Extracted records
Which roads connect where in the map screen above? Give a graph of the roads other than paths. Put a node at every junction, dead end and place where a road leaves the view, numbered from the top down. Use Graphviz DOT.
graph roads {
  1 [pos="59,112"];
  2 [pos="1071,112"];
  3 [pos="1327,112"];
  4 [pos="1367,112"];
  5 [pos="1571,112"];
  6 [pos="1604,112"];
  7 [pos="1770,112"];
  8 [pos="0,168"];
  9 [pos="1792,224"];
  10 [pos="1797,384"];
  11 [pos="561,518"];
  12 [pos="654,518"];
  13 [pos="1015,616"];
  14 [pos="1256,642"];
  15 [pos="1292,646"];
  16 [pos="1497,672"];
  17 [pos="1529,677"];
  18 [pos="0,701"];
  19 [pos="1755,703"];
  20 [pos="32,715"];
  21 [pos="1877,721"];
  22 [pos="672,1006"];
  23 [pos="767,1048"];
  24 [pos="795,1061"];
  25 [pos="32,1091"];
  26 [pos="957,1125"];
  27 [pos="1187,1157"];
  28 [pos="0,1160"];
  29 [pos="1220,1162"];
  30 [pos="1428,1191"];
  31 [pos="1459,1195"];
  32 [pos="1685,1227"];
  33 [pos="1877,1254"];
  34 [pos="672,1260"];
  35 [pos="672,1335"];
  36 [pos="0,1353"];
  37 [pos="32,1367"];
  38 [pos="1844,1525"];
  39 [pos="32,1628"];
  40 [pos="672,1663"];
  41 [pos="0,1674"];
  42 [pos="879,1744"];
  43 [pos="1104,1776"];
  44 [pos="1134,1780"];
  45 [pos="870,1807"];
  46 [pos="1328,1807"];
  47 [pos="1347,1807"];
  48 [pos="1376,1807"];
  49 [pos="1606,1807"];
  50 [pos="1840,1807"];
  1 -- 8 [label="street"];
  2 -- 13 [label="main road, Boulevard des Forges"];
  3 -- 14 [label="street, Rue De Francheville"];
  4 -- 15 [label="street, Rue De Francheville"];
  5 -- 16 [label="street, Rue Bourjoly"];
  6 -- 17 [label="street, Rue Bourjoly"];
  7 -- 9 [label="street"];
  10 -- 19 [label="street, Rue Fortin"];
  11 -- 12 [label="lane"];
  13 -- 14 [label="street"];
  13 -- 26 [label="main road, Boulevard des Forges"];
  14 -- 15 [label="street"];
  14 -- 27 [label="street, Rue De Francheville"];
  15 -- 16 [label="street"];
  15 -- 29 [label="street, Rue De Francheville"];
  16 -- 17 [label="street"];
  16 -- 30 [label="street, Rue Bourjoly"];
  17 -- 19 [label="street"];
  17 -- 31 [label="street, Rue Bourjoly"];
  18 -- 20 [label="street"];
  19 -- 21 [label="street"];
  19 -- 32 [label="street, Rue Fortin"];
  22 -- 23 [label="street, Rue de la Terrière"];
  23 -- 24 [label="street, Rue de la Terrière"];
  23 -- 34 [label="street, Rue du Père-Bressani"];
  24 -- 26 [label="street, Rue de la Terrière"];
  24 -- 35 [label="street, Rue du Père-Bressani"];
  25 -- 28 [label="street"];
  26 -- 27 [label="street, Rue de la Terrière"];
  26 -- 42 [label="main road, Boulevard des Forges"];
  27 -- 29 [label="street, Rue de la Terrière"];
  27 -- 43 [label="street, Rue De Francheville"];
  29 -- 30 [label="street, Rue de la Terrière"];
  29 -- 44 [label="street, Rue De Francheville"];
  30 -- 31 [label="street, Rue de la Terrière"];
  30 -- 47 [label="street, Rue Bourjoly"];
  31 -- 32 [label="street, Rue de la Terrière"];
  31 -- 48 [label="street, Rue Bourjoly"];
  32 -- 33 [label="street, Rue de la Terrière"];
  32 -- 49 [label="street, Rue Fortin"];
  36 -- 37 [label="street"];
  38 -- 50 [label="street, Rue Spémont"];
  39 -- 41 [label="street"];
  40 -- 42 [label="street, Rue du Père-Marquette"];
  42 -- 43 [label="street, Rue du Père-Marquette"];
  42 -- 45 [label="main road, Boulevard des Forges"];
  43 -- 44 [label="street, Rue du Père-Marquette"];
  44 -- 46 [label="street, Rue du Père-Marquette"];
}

DIRECTIONS FOR THIS TASK
Look through the data above and report every line in which "Marquette" appears.

SOLUTION TO THIS TASK
  40 -- 42 [label="street, Rue du Père-Marquette"];
  42 -- 43 [label="street, Rue du Père-Marquette"];
  43 -- 44 [label="street, Rue du Père-Marquette"];
  44 -- 46 [label="street, Rue du Père-Marquette"];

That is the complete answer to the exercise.